Saved entries
<<<<
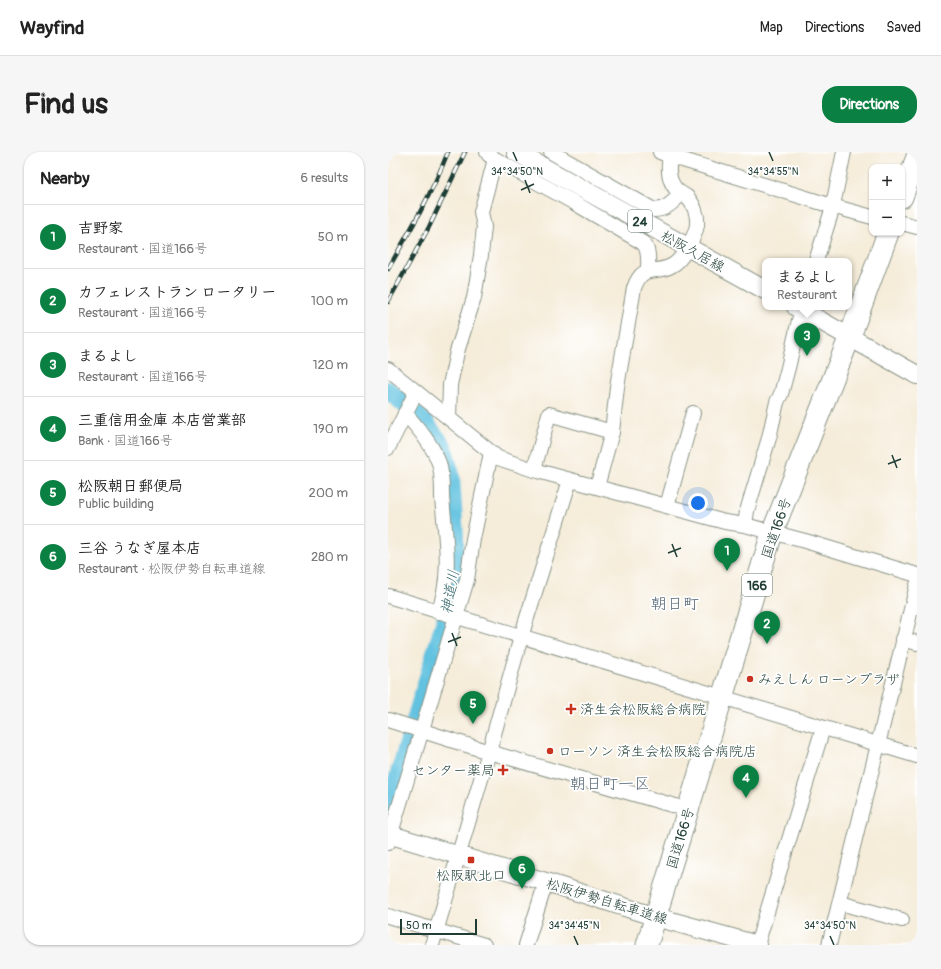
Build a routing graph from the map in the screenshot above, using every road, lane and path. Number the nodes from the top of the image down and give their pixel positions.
1 (516, 152) edge
2 (551, 152) edge
3 (844, 152) edge
4 (667, 153) edge
5 (491, 156) edge
6 (917, 157) edge
7 (905, 188) edge
8 (681, 194) junction
9 (832, 206) junction
10 (869, 216) edge
11 (905, 224) edge
12 (917, 227) edge
13 (887, 236) edge
14 (687, 248) junction
15 (817, 258) edge
16 (648, 271) junction
17 (762, 288) edge
18 (798, 314) edge
19 (850, 336) junction
20 (388, 369) edge
21 (917, 374) edge
22 (416, 392) junction
23 (405, 413) junction
24 (693, 413) dead end
25 (449, 418) junction
26 (612, 432) junction
27 (388, 448) edge
28 (491, 453) junction
29 (534, 470) junction
30 (570, 480) junction
31 (597, 487) junction
32 (666, 506) junction
33 (745, 525) junction
34 (772, 533) junction
35 (917, 575) edge
36 (917, 585) edge
37 (388, 596) edge
38 (447, 615) junction
39 (521, 637) junction
40 (903, 639) junction
41 (917, 643) edge
42 (723, 698) junction
43 (388, 720) edge
44 (823, 728) junction
45 (416, 729) junction
46 (878, 745) junction
47 (490, 752) junction
48 (917, 756) edge
49 (689, 810) junction
50 (389, 838) edge
51 (458, 855) junction
52 (546, 882) junction
53 (840, 903) junction
54 (388, 916) edge
55 (656, 917) junction
56 (902, 920) dead end
57 (436, 931) junction
58 (432, 945) edge
59 (484, 945) edge
60 (526, 945) edge
61 (647, 945) edge
62 (757, 945) edge
63 (829, 945) edge

1 - 14 main road, 松阪久居線 / 24
2 - 8 street
3 - 9 street
4 - 8 street
4 - 9 street
5 - 16 street
5 - 25 street
6 - 7 highway
8 - 14 street
9 - 10 street
9 - 15 street
11 - 12 street
13 - 19 highway, 国道166号 / 166
14 - 16 street
14 - 17 main road, 松阪久居線 / 24
16 - 26 street
18 - 19 main road
18 - 33 street
19 - 21 main road
19 - 34 highway, 国道166号 / 166
20 - 22 street
22 - 23 street
22 - 25 street
23 - 27 street
23 - 38 street
24 - 32 street
25 - 28 street
26 - 29 street
26 - 31 street
28 - 29 street
28 - 38 street
29 - 30 street
30 - 31 street
30 - 39 street
31 - 32 street
32 - 33 street
33 - 34 street
34 - 35 street
34 - 42 highway, 国道166号 / 166
36 - 40 street
37 - 38 street
38 - 39 street
38 - 45 street
39 - 42 street
39 - 47 street
40 - 41 street
40 - 46 street
42 - 44 street
42 - 49 highway, 国道166号 / 166
43 - 45 street
44 - 46 street
44 - 62 street
45 - 47 street
45 - 50 street
46 - 48 street
46 - 53 street
47 - 49 street
47 - 51 street
49 - 55 highway, 国道166号 / 166
50 - 51 main road, 松阪伊勢自転車道線
51 - 52 main road, 松阪伊勢自転車道線
51 - 57 street
52 - 55 main road, 松阪伊勢自転車道線
52 - 60 street
53 - 56 street
53 - 63 street
54 - 57 street
55 - 61 highway, 国道166号 / 166
55 - 62 main road, 松阪伊勢自転車道線
57 - 58 street
57 - 59 street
>>>>
## EXERCISE INSTRUCTIONS
Give back every record above word for word, dropping pictures.

## TASK RESPONSE
Build a routing graph from the map in the screenshot above, using every road, lane and path. Number the nodes from the top of the image down and give their pixel positions.
1 (516, 152) edge
2 (551, 152) edge
3 (844, 152) edge
4 (667, 153) edge
5 (491, 156) edge
6 (917, 157) edge
7 (905, 188) edge
8 (681, 194) junction
9 (832, 206) junction
10 (869, 216) edge
11 (905, 224) edge
12 (917, 227) edge
13 (887, 236) edge
14 (687, 248) junction
15 (817, 258) edge
16 (648, 271) junction
17 (762, 288) edge
18 (798, 314) edge
19 (850, 336) junction
20 (388, 369) edge
21 (917, 374) edge
22 (416, 392) junction
23 (405, 413) junction
24 (693, 413) dead end
25 (449, 418) junction
26 (612, 432) junction
27 (388, 448) edge
28 (491, 453) junction
29 (534, 470) junction
30 (570, 480) junction
31 (597, 487) junction
32 (666, 506) junction
33 (745, 525) junction
34 (772, 533) junction
35 (917, 575) edge
36 (917, 585) edge
37 (388, 596) edge
38 (447, 615) junction
39 (521, 637) junction
40 (903, 639) junction
41 (917, 643) edge
42 (723, 698) junction
43 (388, 720) edge
44 (823, 728) junction
45 (416, 729) junction
46 (878, 745) junction
47 (490, 752) junction
48 (917, 756) edge
49 (689, 810) junction
50 (389, 838) edge
51 (458, 855) junction
52 (546, 882) junction
53 (840, 903) junction
54 (388, 916) edge
55 (656, 917) junction
56 (902, 920) dead end
57 (436, 931) junction
58 (432, 945) edge
59 (484, 945) edge
60 (526, 945) edge
61 (647, 945) edge
62 (757, 945) edge
63 (829, 945) edge

1 - 14 main road, 松阪久居線 / 24
2 - 8 street
3 - 9 street
4 - 8 street
4 - 9 street
5 - 16 street
5 - 25 street
6 - 7 highway
8 - 14 street
9 - 10 street
9 - 15 street
11 - 12 street
13 - 19 highway, 国道166号 / 166
14 - 16 street
14 - 17 main road, 松阪久居線 / 24
16 - 26 street
18 - 19 main road
18 - 33 street
19 - 21 main road
19 - 34 highway, 国道166号 / 166
20 - 22 street
22 - 23 street
22 - 25 street
23 - 27 street
23 - 38 street
24 - 32 street
25 - 28 street
26 - 29 street
26 - 31 street
28 - 29 street
28 - 38 street
29 - 30 street
30 - 31 street
30 - 39 street
31 - 32 street
32 - 33 street
33 - 34 street
34 - 35 street
34 - 42 highway, 国道166号 / 166
36 - 40 street
37 - 38 street
38 - 39 street
38 - 45 street
39 - 42 street
39 - 47 street
40 - 41 street
40 - 46 street
42 - 44 street
42 - 49 highway, 国道166号 / 166
43 - 45 street
44 - 46 street
44 - 62 street
45 - 47 street
45 - 50 street
46 - 48 street
46 - 53 street
47 - 49 street
47 - 51 street
49 - 55 highway, 国道166号 / 166
50 - 51 main road, 松阪伊勢自転車道線
51 - 52 main road, 松阪伊勢自転車道線
51 - 57 street
52 - 55 main road, 松阪伊勢自転車道線
52 - 60 street
53 - 56 street
53 - 63 street
54 - 57 street
55 - 61 highway, 国道166号 / 166
55 - 62 main road, 松阪伊勢自転車道線
57 - 58 street
57 - 59 street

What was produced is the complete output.